- **WORK INSTRUCTIONS**:
Find the lines of the listing that contain the string "junctions", and return them.

- **INPUT**:

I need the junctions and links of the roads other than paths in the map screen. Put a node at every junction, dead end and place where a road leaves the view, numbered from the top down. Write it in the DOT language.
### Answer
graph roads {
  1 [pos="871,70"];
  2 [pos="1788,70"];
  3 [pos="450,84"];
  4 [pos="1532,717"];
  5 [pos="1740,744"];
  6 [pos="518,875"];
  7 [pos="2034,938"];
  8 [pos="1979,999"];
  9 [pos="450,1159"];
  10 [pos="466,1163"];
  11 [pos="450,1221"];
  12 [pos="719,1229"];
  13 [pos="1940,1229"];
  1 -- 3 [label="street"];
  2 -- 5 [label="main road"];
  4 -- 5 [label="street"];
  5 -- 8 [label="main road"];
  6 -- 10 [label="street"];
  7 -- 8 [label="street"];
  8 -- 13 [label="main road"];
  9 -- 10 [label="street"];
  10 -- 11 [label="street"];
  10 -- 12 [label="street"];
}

==

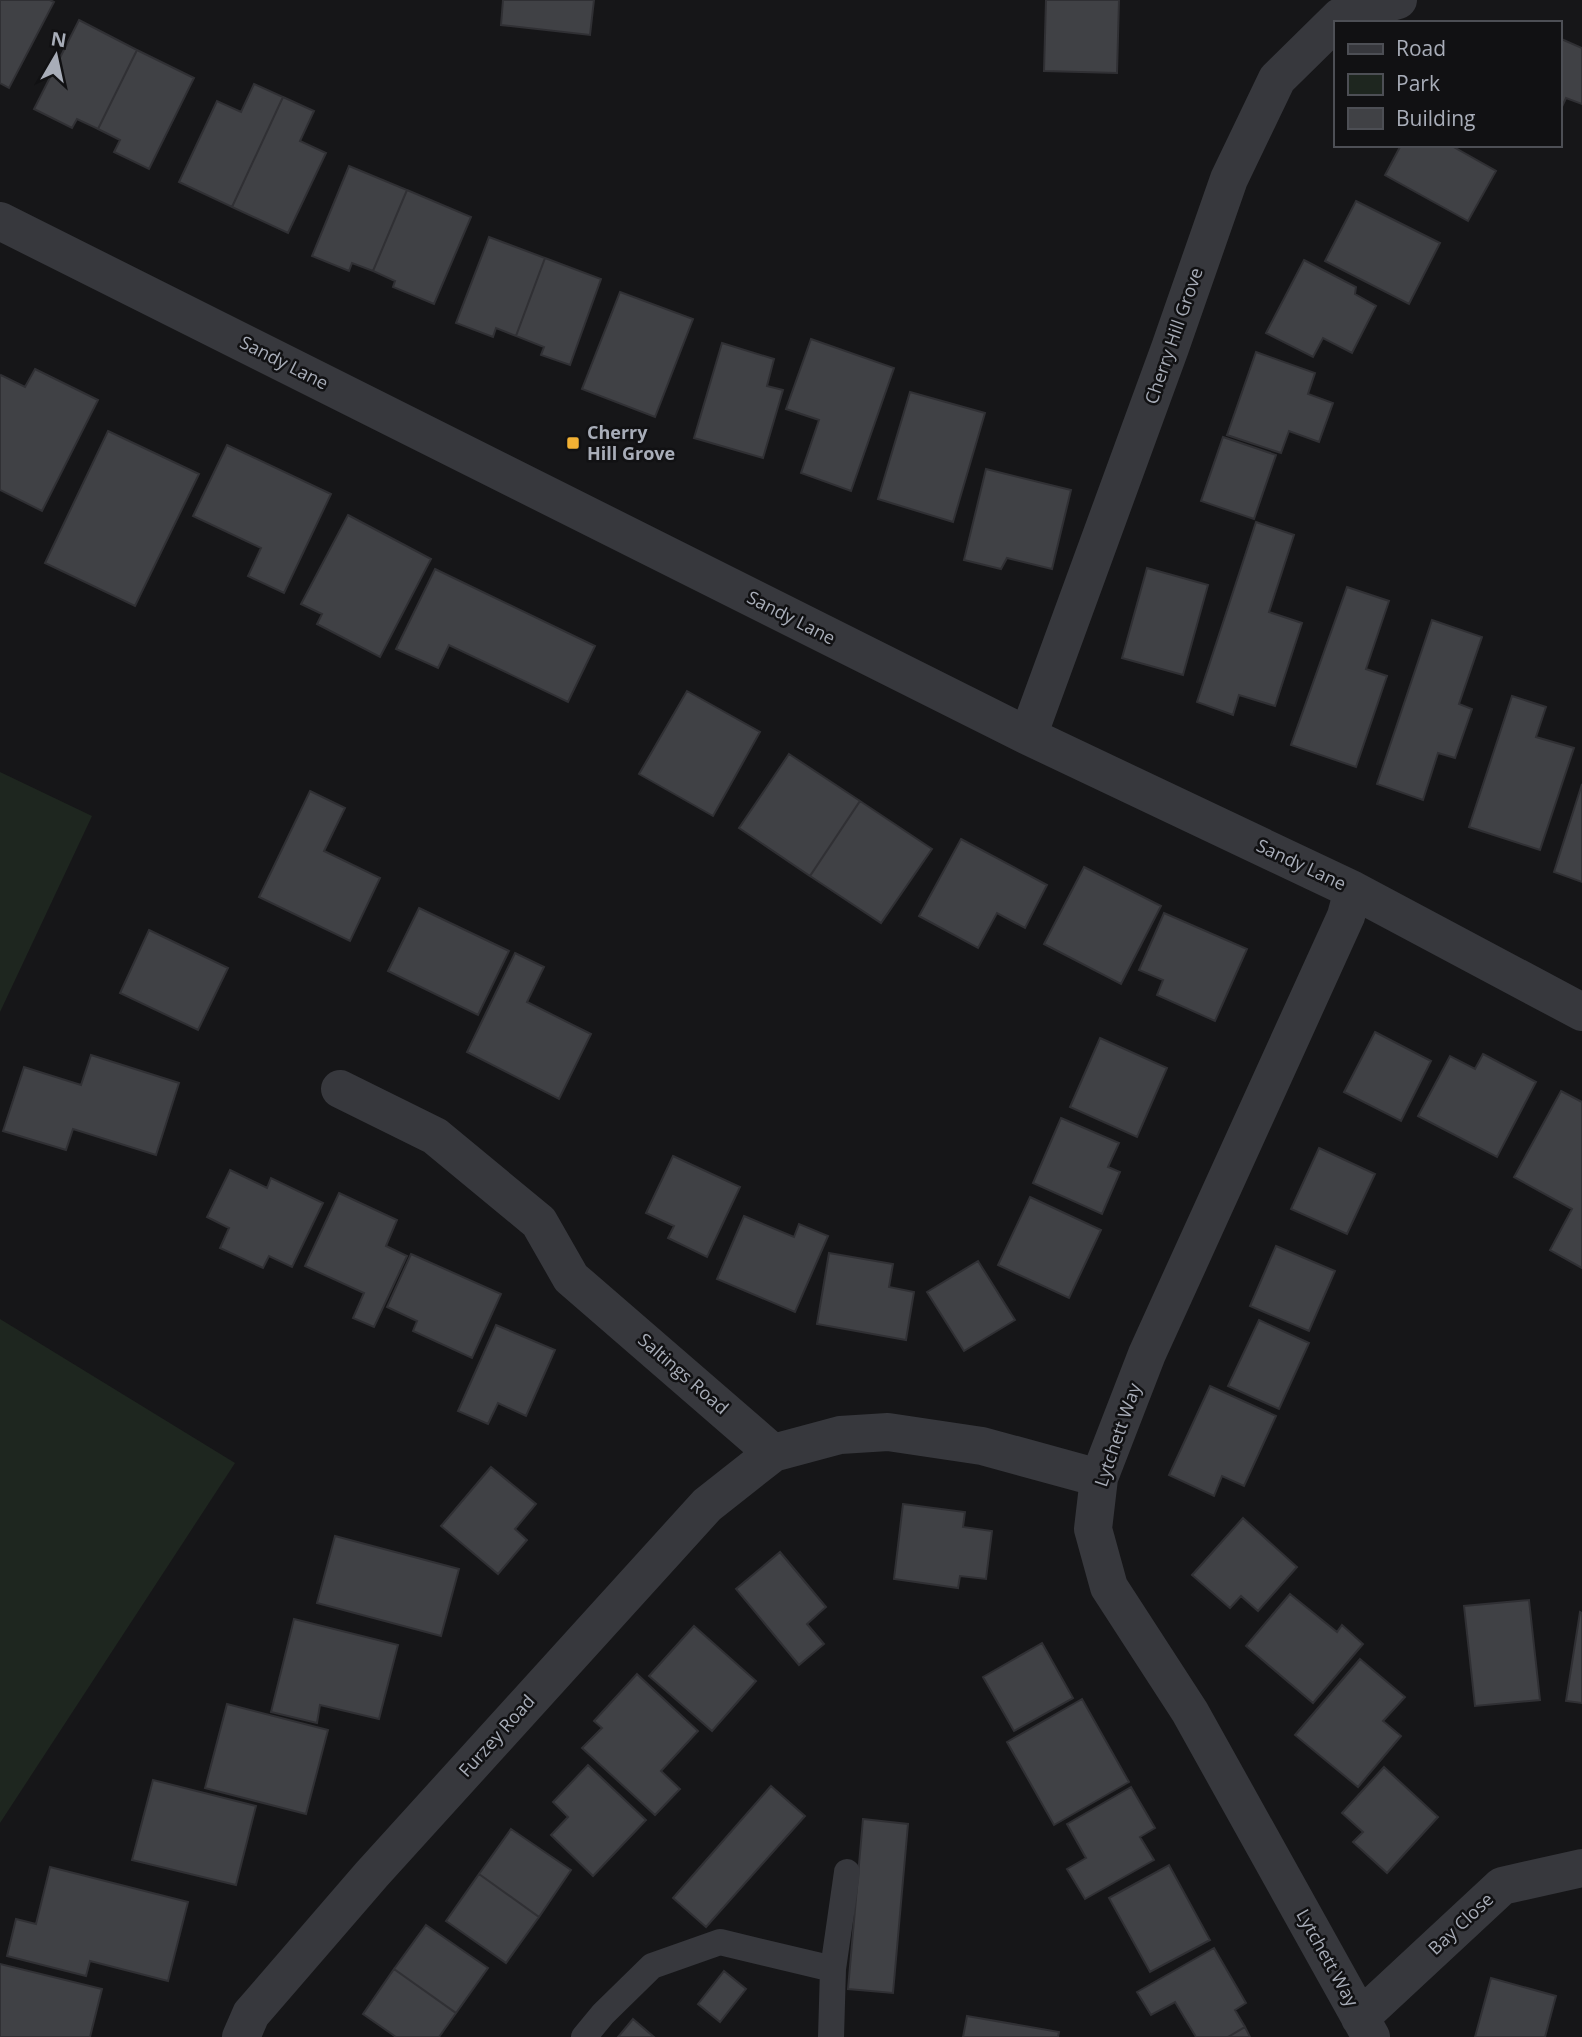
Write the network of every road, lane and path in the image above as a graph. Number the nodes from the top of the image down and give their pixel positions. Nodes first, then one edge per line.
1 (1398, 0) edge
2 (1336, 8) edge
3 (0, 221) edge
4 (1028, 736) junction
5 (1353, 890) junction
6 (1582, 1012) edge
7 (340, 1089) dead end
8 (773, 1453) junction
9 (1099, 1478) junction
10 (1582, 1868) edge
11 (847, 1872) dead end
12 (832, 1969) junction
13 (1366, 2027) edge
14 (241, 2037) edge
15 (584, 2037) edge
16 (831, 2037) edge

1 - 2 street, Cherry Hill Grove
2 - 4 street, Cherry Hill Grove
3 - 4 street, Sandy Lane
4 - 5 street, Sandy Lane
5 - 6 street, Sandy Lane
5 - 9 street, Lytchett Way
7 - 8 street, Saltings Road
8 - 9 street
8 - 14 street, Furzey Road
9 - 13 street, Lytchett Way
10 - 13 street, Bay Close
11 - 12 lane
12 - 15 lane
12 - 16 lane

...

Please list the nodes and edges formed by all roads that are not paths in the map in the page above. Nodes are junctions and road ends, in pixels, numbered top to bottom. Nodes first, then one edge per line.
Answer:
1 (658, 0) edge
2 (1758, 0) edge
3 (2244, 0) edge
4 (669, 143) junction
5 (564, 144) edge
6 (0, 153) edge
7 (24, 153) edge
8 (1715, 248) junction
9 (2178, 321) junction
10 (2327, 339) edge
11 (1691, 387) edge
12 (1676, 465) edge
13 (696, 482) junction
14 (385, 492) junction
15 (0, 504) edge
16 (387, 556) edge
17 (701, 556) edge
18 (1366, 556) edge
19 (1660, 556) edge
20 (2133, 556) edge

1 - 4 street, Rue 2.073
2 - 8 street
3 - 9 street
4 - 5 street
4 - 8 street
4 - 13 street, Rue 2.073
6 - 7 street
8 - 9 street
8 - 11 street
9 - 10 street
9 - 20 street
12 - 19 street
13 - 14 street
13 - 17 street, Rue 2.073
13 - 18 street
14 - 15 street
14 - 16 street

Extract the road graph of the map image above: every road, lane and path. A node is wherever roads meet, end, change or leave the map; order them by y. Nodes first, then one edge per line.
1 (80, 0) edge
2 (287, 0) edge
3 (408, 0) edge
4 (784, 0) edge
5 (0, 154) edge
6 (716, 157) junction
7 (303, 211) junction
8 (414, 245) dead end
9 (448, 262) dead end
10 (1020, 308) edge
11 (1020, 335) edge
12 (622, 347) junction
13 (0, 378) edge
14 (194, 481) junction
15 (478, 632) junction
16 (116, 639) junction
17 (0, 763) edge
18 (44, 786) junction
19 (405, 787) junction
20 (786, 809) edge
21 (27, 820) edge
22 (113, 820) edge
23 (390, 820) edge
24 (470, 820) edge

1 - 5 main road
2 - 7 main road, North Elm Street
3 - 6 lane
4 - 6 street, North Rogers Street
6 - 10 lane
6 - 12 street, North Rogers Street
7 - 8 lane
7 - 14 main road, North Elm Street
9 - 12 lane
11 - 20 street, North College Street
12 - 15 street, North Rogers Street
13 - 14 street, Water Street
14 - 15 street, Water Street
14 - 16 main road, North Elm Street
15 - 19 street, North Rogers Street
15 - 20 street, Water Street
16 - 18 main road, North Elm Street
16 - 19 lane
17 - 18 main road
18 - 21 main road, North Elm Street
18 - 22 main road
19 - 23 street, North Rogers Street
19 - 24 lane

- **OUTPUT**:
I need the junctions and links of the roads other than paths in the map screen. Put a node at every junction, dead end and place where a road leaves the view, numbered from the top down. Write it in the DOT language.
Please list the nodes and edges formed by all roads that are not paths in the map in the page above. Nodes are junctions and road ends, in pixels, numbered top to bottom. Nodes first, then one edge per line.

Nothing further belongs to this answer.